§ **Task input**:
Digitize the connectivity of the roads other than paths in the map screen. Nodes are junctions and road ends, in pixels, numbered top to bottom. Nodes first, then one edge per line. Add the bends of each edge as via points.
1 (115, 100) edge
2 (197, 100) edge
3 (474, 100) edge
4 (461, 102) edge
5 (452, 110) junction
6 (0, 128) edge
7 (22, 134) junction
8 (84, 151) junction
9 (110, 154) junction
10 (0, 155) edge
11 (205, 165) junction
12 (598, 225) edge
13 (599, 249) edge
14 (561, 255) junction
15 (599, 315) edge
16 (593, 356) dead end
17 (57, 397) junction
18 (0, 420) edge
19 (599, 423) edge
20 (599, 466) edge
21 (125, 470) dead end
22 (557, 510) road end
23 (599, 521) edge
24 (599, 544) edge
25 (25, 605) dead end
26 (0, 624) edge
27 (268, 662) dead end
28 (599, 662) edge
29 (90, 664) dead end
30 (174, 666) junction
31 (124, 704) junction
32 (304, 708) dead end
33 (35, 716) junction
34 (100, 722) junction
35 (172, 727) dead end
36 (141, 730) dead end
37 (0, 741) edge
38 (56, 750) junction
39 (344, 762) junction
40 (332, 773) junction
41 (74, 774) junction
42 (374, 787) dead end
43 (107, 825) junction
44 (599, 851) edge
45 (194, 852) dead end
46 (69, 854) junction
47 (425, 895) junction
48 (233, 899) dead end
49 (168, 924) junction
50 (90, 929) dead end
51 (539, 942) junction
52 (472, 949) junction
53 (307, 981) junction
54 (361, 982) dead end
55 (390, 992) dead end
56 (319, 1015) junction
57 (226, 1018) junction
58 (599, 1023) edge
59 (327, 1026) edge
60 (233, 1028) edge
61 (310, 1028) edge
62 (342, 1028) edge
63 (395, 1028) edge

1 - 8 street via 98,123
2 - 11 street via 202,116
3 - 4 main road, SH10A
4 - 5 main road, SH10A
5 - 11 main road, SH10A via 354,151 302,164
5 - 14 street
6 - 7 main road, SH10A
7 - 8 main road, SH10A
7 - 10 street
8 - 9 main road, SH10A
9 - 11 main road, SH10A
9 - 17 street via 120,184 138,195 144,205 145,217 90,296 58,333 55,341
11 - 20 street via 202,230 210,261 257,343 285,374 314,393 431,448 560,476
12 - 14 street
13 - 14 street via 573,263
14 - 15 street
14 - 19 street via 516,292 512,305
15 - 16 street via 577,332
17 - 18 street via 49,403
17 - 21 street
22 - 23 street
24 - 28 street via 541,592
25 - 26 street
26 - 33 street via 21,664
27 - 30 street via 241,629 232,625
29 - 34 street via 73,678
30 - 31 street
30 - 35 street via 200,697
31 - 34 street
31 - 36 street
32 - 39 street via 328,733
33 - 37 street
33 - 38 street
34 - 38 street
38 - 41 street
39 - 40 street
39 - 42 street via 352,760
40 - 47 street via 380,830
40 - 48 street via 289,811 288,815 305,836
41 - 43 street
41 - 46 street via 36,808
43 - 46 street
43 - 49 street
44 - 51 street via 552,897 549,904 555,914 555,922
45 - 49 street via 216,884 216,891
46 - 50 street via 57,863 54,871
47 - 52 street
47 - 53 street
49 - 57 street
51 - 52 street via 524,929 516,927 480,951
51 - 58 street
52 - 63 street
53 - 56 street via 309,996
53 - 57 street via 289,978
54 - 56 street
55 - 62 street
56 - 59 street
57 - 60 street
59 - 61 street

§ **Work required**: Could you write out the material above exactly as it appears?

§ **Solution for this exercise**:
Digitize the connectivity of the roads other than paths in the map screen. Nodes are junctions and road ends, in pixels, numbered top to bottom. Nodes first, then one edge per line. Add the bends of each edge as via points.
1 (115, 100) edge
2 (197, 100) edge
3 (474, 100) edge
4 (461, 102) edge
5 (452, 110) junction
6 (0, 128) edge
7 (22, 134) junction
8 (84, 151) junction
9 (110, 154) junction
10 (0, 155) edge
11 (205, 165) junction
12 (598, 225) edge
13 (599, 249) edge
14 (561, 255) junction
15 (599, 315) edge
16 (593, 356) dead end
17 (57, 397) junction
18 (0, 420) edge
19 (599, 423) edge
20 (599, 466) edge
21 (125, 470) dead end
22 (557, 510) road end
23 (599, 521) edge
24 (599, 544) edge
25 (25, 605) dead end
26 (0, 624) edge
27 (268, 662) dead end
28 (599, 662) edge
29 (90, 664) dead end
30 (174, 666) junction
31 (124, 704) junction
32 (304, 708) dead end
33 (35, 716) junction
34 (100, 722) junction
35 (172, 727) dead end
36 (141, 730) dead end
37 (0, 741) edge
38 (56, 750) junction
39 (344, 762) junction
40 (332, 773) junction
41 (74, 774) junction
42 (374, 787) dead end
43 (107, 825) junction
44 (599, 851) edge
45 (194, 852) dead end
46 (69, 854) junction
47 (425, 895) junction
48 (233, 899) dead end
49 (168, 924) junction
50 (90, 929) dead end
51 (539, 942) junction
52 (472, 949) junction
53 (307, 981) junction
54 (361, 982) dead end
55 (390, 992) dead end
56 (319, 1015) junction
57 (226, 1018) junction
58 (599, 1023) edge
59 (327, 1026) edge
60 (233, 1028) edge
61 (310, 1028) edge
62 (342, 1028) edge
63 (395, 1028) edge

1 - 8 street via 98,123
2 - 11 street via 202,116
3 - 4 main road, SH10A
4 - 5 main road, SH10A
5 - 11 main road, SH10A via 354,151 302,164
5 - 14 street
6 - 7 main road, SH10A
7 - 8 main road, SH10A
7 - 10 street
8 - 9 main road, SH10A
9 - 11 main road, SH10A
9 - 17 street via 120,184 138,195 144,205 145,217 90,296 58,333 55,341
11 - 20 street via 202,230 210,261 257,343 285,374 314,393 431,448 560,476
12 - 14 street
13 - 14 street via 573,263
14 - 15 street
14 - 19 street via 516,292 512,305
15 - 16 street via 577,332
17 - 18 street via 49,403
17 - 21 street
22 - 23 street
24 - 28 street via 541,592
25 - 26 street
26 - 33 street via 21,664
27 - 30 street via 241,629 232,625
29 - 34 street via 73,678
30 - 31 street
30 - 35 street via 200,697
31 - 34 street
31 - 36 street
32 - 39 street via 328,733
33 - 37 street
33 - 38 street
34 - 38 street
38 - 41 street
39 - 40 street
39 - 42 street via 352,760
40 - 47 street via 380,830
40 - 48 street via 289,811 288,815 305,836
41 - 43 street
41 - 46 street via 36,808
43 - 46 street
43 - 49 street
44 - 51 street via 552,897 549,904 555,914 555,922
45 - 49 street via 216,884 216,891
46 - 50 street via 57,863 54,871
47 - 52 street
47 - 53 street
49 - 57 street
51 - 52 street via 524,929 516,927 480,951
51 - 58 street
52 - 63 street
53 - 56 street via 309,996
53 - 57 street via 289,978
54 - 56 street
55 - 62 street
56 - 59 street
57 - 60 street
59 - 61 street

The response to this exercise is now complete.